As of Sunday, around 4 million acres have been scorched by wildfires in California, Washington and Oregon.

These fires are a reminder that for all our struggles with COVID-19, climate change remains the number one threat against human civilization.

Yet even now, we can't even acknowledge this reality.

The Liberal government was expected to unveil an ambitious $100-billion green spending plan, plus major changes in environmental regulation in the upcoming throne speech, according to a Global News report.

But now the government seems to have shelved that plan, over fears of being perceived as taking advantage of the pandemic to execute its climate agenda, according to information obtained by Global News.

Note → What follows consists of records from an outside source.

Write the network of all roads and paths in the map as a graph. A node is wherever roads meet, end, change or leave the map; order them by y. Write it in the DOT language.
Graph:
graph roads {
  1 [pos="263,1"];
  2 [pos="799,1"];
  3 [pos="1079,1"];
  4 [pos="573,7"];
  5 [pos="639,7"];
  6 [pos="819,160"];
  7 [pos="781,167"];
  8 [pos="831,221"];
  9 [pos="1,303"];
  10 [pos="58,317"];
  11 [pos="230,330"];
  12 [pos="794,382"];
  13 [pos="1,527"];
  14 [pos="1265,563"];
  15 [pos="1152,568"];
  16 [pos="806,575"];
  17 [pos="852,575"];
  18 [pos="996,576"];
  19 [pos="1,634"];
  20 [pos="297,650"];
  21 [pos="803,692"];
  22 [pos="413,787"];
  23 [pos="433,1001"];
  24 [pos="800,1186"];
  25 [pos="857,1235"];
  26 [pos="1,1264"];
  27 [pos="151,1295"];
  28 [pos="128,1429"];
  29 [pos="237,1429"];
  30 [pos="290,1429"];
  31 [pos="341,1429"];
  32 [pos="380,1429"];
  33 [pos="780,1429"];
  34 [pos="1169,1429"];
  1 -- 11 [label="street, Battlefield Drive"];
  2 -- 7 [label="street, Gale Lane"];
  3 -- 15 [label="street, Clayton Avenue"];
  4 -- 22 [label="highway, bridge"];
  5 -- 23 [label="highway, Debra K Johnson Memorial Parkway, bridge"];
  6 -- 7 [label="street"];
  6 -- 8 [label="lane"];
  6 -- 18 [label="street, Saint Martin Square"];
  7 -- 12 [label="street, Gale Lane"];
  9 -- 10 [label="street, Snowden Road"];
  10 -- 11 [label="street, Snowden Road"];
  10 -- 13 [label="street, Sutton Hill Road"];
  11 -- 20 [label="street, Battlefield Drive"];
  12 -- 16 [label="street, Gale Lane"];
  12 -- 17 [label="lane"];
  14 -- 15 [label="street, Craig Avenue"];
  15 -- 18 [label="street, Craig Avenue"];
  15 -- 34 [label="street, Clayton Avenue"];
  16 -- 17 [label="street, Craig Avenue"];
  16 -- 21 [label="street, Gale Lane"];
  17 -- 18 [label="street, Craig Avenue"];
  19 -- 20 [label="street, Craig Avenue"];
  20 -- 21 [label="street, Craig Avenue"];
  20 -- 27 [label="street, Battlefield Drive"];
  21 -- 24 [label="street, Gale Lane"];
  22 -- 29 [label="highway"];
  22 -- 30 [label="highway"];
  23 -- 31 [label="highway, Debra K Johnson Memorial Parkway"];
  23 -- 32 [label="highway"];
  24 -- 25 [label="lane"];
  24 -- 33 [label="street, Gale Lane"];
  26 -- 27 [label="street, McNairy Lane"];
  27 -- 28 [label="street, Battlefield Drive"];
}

The idea of this is infuriating and it's wrong.

Global News sources say the government will still focus on a structural recovery that will include a “green” and “clean” recovery plan and industrial strategy.

But that is not enough.

Now is the time to act, and to act boldly to come out of the Covid-19 economic crisis with a smart green stimulus package.

We watch as monster fires burn. Families flee. Children die.

Last fall, wildfires were terrifying in Australia. Today, the tragedy of massive wildfires revisited the west coast of America, carrying toxicity into Canada.

Monster fires. Families fleeing. Children killed. Now is the time to act, and to act boldly to come out of the Covid-19 economic crisis with a smart green stimulus package, writes @linda_solomon #ClimateCrisis #cdnpoli

The Los Angeles Times summed it up with a banner headline splashed across the top of the Sunday paper: 'California's climate apocalypse." "The calamity is no longer in the future," the subtitle read. "It's here, now."

Los Angeles Times, Sunday September 13

In Vancouver, we were having our own apocalyptic scene. Smoke blowing in from the U.S. turned the Greenest City white, making it the second most polluted in the world, following Portland.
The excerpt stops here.